• _PROBLEM TO SOLVE_
The answer should be an exact repeat of the stretch of material below from the line containing "Quick job: Give" through the line containing "Extract the structured".

--- AVAILABLE DATA Enclosed Below ---

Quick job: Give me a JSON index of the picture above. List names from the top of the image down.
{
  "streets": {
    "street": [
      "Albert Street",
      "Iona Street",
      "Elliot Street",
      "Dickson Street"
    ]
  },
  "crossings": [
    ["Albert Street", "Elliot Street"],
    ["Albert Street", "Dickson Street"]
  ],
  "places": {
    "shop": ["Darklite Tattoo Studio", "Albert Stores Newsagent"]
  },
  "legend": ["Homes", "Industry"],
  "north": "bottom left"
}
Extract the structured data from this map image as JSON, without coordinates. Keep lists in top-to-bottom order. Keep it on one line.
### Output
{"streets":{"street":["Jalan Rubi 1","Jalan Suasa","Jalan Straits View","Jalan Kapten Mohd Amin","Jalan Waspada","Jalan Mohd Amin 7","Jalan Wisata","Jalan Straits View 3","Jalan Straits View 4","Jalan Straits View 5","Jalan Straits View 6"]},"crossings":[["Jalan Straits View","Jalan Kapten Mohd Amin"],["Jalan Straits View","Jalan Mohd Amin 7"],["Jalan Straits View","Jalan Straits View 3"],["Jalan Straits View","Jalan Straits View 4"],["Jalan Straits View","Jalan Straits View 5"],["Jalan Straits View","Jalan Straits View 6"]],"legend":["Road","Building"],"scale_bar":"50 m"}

--- End of Enclosed AVAILABLE DATA ---
--- AVAILABLE DATA Enclosed Below ---

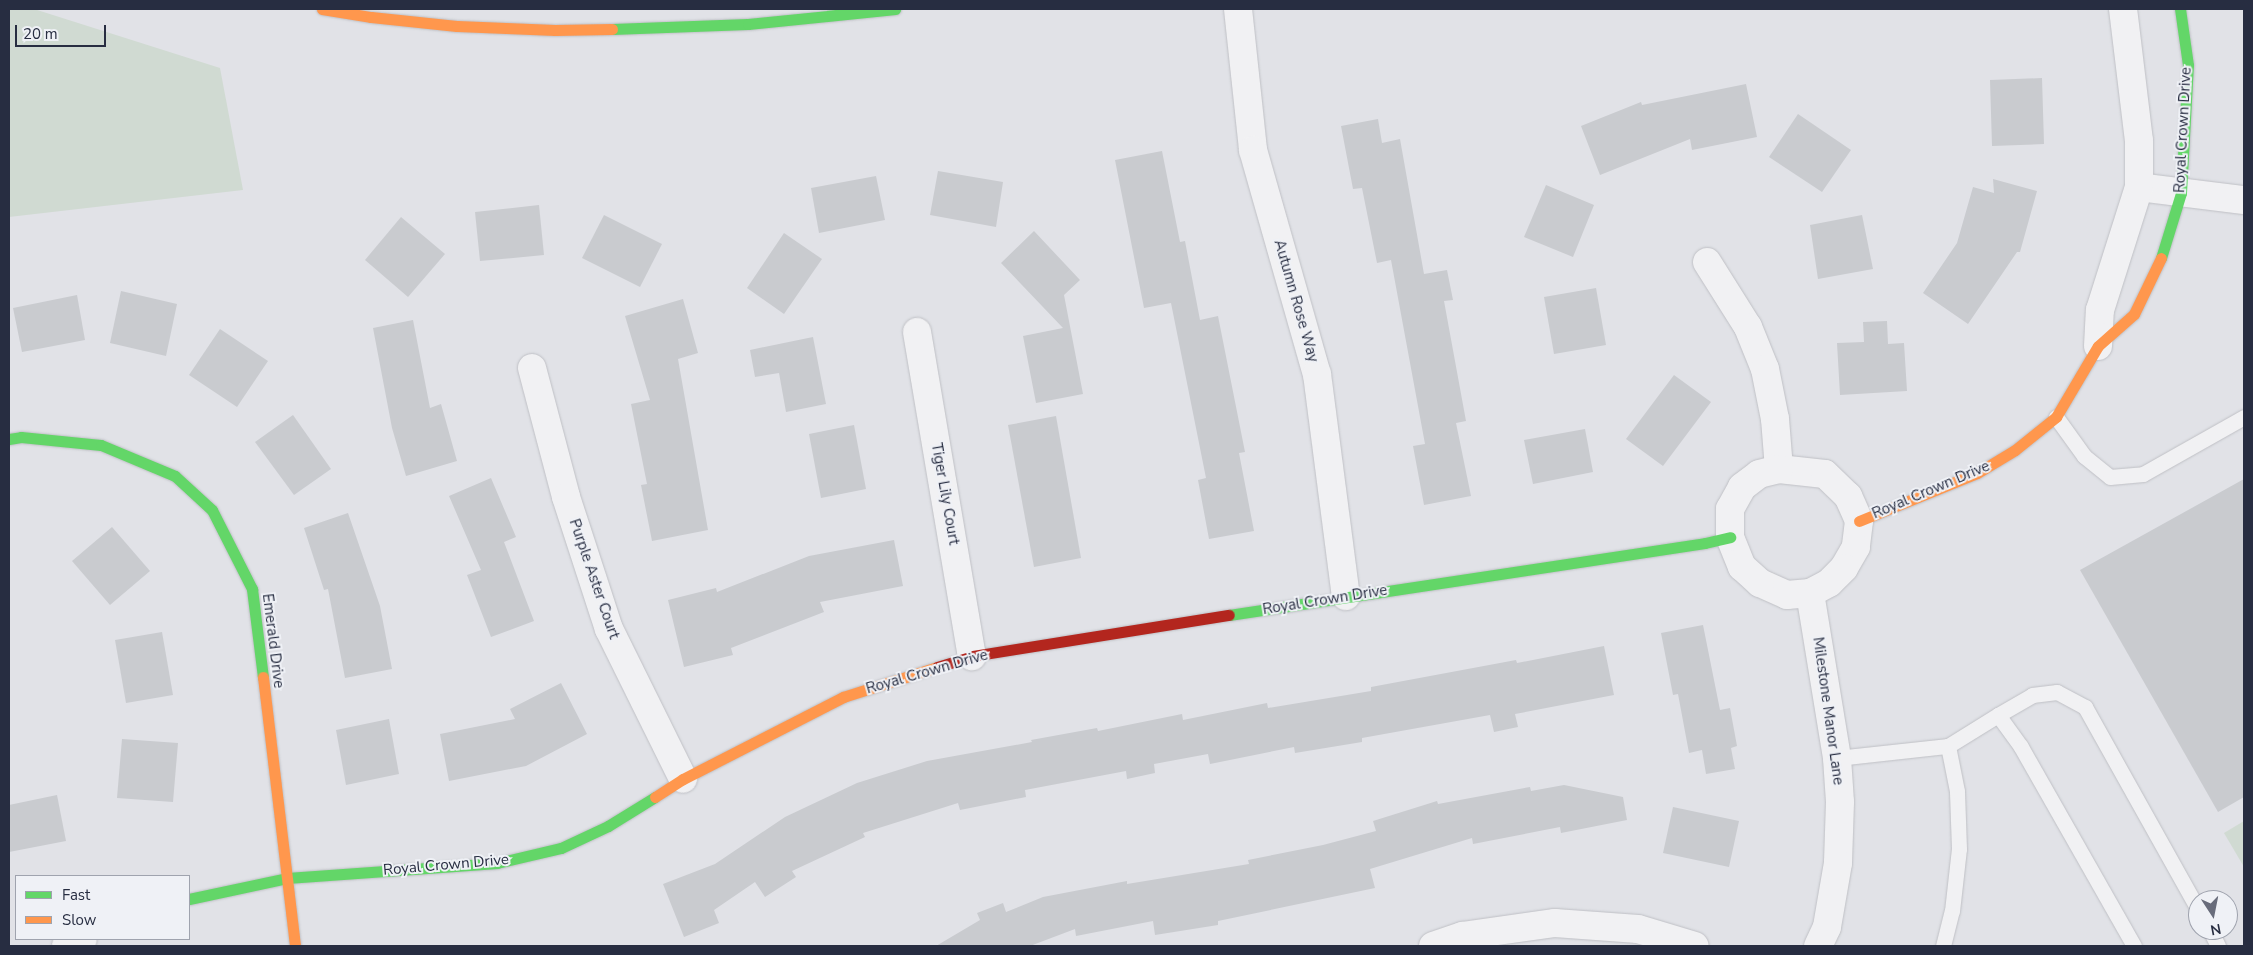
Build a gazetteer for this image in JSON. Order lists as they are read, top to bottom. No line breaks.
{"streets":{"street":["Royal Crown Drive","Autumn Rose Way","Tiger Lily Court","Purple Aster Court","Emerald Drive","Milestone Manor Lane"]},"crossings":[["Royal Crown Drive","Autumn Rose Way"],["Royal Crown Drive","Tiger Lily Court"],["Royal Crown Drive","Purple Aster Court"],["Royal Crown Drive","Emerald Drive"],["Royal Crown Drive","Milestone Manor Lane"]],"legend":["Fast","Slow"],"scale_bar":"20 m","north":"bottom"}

--- End of Enclosed AVAILABLE DATA ---

• _WRITTEN REPLY_
Quick job: Give me a JSON index of the picture above. List names from the top of the image down.
{
  "streets": {
    "street": [
      "Albert Street",
      "Iona Street",
      "Elliot Street",
      "Dickson Street"
    ]
  },
  "crossings": [
    ["Albert Street", "Elliot Street"],
    ["Albert Street", "Dickson Street"]
  ],
  "places": {
    "shop": ["Darklite Tattoo Studio", "Albert Stores Newsagent"]
  },
  "legend": ["Homes", "Industry"],
  "north": "bottom left"
}
Extract the structured data from this map image as JSON, without coordinates. Keep lists in top-to-bottom order. Keep it on one line.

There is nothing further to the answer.